I just calling it out as it is. MOSFET bias is know to vary quite a bit from part to part and drift with temperature. Yes it does self regulate to some extend but I don't think you can have that well a control on the idle current.

I just calling it out as it is. MOSFET bias is know to vary quite a bit from part to part and drift with temperature. Yes it does self regulate to some extend but I don't think you can have that well a control on the idle current.

Don't give too much credit to reference circuit. Seen too many less than optimal reference circuits. I even personally went to Linear Technology to demonstrate one of their IC has power up latch up problem and you should see their face turning red. And I proved to Analog Devices one of their ADC had major missing code under Nyquist condition. I worked in Exar Integrate circuit manufacturer before, I know the caliber of their product engineers. Another case of Linear technology switch converter IC, one engineer at work copy exactly the reference circuit and it was not stable. It oscillate and cause slanted lines on the TV screen, I had to go in and fix the oscillation. the closed loop feedback was not stable. I had to re tame the circuit.

But in defense to the product engineer, their quality has improved drastically in the past 10 years. this is because as IC and application of transistors become more complicated and critical, people are more and more rely on the reference circuit, the caliber of product engineer has gone up quite a bit.
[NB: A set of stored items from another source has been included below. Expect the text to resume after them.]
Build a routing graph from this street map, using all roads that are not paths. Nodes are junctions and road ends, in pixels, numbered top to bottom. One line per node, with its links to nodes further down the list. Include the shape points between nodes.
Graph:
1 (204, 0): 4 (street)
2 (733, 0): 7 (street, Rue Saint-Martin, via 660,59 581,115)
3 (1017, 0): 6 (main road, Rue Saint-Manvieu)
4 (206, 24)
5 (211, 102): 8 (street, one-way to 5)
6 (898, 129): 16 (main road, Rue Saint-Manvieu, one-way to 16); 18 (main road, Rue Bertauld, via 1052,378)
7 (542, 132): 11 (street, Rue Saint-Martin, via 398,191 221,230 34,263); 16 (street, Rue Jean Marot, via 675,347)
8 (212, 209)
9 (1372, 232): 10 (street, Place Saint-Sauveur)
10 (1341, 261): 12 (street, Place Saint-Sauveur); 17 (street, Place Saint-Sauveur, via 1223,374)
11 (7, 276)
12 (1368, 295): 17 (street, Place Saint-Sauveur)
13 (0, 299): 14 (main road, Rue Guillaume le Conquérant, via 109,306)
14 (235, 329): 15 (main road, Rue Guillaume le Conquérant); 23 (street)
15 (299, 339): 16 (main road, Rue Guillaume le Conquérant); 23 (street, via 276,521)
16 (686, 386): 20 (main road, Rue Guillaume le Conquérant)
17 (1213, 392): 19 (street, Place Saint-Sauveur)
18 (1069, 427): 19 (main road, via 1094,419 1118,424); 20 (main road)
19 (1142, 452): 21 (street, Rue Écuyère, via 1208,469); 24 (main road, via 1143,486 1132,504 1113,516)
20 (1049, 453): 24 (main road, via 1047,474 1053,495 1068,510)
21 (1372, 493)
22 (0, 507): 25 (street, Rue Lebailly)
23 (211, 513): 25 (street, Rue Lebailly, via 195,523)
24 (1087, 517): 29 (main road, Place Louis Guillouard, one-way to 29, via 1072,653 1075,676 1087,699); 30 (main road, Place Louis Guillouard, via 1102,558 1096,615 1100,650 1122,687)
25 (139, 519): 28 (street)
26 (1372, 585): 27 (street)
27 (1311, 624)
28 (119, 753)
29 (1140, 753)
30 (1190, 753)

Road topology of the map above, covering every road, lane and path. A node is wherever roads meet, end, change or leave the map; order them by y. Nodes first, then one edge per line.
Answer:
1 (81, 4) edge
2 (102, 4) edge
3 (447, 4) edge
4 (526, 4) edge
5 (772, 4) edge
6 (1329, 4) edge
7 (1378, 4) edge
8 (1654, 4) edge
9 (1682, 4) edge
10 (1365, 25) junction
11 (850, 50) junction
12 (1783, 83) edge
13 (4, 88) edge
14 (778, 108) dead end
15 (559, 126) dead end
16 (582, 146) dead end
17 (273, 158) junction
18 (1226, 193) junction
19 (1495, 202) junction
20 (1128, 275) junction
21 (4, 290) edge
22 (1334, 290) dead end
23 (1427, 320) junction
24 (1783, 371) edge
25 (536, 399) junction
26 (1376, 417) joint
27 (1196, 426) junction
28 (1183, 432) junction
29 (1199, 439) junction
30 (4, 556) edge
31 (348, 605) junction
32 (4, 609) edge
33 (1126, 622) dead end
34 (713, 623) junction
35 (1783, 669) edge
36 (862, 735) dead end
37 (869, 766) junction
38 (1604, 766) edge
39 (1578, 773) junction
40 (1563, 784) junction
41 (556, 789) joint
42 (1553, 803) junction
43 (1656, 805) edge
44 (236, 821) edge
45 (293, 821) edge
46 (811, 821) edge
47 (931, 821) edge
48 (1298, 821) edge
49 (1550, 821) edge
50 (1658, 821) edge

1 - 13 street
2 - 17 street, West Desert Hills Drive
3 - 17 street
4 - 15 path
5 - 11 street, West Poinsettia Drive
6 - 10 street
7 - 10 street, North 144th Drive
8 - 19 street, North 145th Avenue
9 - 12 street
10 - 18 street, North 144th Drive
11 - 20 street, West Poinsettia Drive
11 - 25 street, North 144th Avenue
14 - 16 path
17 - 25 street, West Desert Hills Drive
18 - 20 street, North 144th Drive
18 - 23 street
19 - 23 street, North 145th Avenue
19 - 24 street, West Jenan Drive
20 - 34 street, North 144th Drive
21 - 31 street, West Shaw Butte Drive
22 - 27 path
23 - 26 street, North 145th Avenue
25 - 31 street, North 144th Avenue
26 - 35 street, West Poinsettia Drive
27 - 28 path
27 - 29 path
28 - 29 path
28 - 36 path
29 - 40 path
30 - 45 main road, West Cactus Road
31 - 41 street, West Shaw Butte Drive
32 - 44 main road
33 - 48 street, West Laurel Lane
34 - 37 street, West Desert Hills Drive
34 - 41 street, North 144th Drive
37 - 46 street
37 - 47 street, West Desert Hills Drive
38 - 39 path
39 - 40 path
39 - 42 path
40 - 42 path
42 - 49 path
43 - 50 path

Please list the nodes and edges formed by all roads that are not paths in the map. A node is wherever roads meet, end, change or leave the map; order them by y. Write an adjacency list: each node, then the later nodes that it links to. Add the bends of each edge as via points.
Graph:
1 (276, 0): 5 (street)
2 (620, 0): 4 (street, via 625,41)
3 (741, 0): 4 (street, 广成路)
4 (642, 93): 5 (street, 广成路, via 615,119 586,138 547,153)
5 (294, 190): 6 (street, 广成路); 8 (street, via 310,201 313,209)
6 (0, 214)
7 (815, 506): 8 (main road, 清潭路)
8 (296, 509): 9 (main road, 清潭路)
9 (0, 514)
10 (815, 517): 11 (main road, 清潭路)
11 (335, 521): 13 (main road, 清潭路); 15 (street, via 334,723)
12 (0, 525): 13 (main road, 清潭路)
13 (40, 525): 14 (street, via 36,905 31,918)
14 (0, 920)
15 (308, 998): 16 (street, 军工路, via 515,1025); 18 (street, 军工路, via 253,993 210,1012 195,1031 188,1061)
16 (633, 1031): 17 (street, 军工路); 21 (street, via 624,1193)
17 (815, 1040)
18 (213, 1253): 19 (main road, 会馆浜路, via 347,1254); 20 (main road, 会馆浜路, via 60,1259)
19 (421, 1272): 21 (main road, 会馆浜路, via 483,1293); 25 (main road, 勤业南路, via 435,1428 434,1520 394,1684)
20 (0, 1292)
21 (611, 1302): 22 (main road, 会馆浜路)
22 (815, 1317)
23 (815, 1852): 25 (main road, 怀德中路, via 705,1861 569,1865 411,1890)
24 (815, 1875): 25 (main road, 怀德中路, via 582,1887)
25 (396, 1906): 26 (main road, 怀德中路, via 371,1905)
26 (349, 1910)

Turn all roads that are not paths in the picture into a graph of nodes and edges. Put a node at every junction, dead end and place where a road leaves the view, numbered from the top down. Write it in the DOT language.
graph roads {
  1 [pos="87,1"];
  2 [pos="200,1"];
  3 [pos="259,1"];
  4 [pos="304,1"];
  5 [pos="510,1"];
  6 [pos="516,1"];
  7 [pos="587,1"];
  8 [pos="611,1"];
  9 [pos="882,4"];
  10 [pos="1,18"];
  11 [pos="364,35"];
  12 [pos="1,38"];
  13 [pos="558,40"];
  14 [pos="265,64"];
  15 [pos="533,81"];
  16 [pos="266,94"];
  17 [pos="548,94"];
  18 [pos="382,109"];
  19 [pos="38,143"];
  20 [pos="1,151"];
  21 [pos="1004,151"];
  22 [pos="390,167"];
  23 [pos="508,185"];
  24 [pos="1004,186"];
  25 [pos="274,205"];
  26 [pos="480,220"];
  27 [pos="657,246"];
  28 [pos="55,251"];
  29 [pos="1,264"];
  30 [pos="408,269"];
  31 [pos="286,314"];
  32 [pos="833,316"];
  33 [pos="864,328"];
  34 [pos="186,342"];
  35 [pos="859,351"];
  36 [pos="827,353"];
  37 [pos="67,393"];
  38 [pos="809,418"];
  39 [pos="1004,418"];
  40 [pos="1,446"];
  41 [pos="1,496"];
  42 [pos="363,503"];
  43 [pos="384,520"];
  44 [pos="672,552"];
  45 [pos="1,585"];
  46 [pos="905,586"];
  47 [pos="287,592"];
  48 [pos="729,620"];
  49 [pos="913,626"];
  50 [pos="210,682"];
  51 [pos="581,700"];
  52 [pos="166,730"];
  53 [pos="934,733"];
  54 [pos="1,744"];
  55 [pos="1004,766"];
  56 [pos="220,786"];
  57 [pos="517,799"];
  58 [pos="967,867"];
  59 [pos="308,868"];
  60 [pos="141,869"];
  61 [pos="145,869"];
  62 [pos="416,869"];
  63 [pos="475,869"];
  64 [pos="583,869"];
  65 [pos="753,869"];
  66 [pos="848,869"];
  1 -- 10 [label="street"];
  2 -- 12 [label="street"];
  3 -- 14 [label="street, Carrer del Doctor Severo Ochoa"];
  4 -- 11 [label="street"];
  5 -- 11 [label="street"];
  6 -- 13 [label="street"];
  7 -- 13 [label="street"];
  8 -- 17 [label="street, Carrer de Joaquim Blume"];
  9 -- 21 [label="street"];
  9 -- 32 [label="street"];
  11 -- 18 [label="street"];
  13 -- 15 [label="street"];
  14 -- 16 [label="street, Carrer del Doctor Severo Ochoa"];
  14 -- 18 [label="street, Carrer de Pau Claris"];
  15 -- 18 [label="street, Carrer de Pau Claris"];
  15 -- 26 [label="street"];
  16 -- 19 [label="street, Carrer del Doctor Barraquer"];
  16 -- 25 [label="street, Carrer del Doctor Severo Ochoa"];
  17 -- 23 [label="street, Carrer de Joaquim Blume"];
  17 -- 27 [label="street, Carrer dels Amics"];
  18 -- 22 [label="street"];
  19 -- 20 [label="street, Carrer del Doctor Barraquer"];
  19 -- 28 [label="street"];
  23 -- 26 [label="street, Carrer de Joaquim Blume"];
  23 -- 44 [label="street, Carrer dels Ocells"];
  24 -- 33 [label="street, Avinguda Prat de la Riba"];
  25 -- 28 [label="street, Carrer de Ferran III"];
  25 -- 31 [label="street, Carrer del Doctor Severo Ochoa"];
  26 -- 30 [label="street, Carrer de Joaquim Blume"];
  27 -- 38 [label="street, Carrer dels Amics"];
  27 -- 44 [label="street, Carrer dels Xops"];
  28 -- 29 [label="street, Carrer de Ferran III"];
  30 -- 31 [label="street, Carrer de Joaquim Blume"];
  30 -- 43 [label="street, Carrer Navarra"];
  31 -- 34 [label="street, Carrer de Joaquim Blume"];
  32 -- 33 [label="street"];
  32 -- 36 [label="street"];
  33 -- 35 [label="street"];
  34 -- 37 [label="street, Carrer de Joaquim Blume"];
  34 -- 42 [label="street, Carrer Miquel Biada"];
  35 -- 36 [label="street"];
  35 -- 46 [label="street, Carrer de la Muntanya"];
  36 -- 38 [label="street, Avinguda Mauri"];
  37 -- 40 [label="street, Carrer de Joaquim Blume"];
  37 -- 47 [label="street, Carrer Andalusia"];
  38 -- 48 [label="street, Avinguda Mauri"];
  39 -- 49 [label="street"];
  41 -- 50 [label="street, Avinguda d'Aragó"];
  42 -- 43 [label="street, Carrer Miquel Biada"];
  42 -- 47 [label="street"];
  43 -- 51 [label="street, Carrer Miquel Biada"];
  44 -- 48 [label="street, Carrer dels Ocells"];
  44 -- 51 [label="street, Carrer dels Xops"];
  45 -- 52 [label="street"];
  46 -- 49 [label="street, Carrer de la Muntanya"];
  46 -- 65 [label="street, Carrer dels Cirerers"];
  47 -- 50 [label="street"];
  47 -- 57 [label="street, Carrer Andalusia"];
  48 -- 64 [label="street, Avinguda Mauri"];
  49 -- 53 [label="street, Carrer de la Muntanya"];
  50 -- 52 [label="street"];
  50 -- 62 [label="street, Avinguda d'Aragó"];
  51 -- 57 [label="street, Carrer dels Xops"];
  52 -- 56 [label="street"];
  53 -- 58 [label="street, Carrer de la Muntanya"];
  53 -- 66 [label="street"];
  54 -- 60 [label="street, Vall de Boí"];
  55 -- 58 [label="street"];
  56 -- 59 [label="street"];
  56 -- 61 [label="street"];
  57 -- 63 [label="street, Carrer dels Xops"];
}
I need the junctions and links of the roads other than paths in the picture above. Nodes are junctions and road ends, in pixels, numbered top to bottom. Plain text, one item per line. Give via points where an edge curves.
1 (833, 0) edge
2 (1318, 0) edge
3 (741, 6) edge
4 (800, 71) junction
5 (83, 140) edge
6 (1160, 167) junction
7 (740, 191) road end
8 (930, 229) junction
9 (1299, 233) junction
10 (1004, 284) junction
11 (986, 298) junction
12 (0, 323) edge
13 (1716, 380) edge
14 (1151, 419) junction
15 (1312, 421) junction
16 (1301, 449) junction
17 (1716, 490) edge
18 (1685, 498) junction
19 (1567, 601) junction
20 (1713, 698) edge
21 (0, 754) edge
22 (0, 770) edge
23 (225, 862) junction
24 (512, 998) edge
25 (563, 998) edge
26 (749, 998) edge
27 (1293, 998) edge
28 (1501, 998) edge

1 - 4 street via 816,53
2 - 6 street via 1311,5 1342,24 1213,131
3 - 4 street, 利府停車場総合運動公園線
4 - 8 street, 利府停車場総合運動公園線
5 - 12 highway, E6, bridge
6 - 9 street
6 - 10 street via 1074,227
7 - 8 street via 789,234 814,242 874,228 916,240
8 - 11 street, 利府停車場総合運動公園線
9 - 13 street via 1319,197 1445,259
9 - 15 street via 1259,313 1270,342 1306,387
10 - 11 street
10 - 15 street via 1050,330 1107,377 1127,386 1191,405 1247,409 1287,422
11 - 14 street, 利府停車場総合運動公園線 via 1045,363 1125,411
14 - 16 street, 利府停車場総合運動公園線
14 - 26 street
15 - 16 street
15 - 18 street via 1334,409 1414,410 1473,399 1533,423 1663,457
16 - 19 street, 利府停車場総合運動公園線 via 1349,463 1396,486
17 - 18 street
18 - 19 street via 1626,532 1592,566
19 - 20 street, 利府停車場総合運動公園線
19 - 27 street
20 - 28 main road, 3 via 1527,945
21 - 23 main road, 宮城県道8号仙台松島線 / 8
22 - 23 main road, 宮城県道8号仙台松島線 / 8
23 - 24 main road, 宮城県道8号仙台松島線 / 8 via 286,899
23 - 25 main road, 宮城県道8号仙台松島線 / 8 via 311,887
Are we talking about the circuit shown in the first post of this thread? It's a sack of sh!t. Here's the original 1970s Hitachi circuit that it was based on:
A Paul Kemble web page - Hitachi Fet designs.

Note that: 1) There's a trimpot for adjusting the bias and 2) It specifies lateral MOSFETs for the reasons discussed in this thread.

For more information on audio use of VMOS devices read this: Using HEXFETs in High Fidelity Audio

Are we talking about the circuit shown in the first post of this thread? It's a sack of sh!t. Here's the original 1970s Hitachi circuit that it was based on:
A Paul Kemble web page - Hitachi Fet designs.

Note that: 1) There's a trimpot for adjusting the bias and 2) It specifies lateral MOSFETs for the reasons discussed in this thread.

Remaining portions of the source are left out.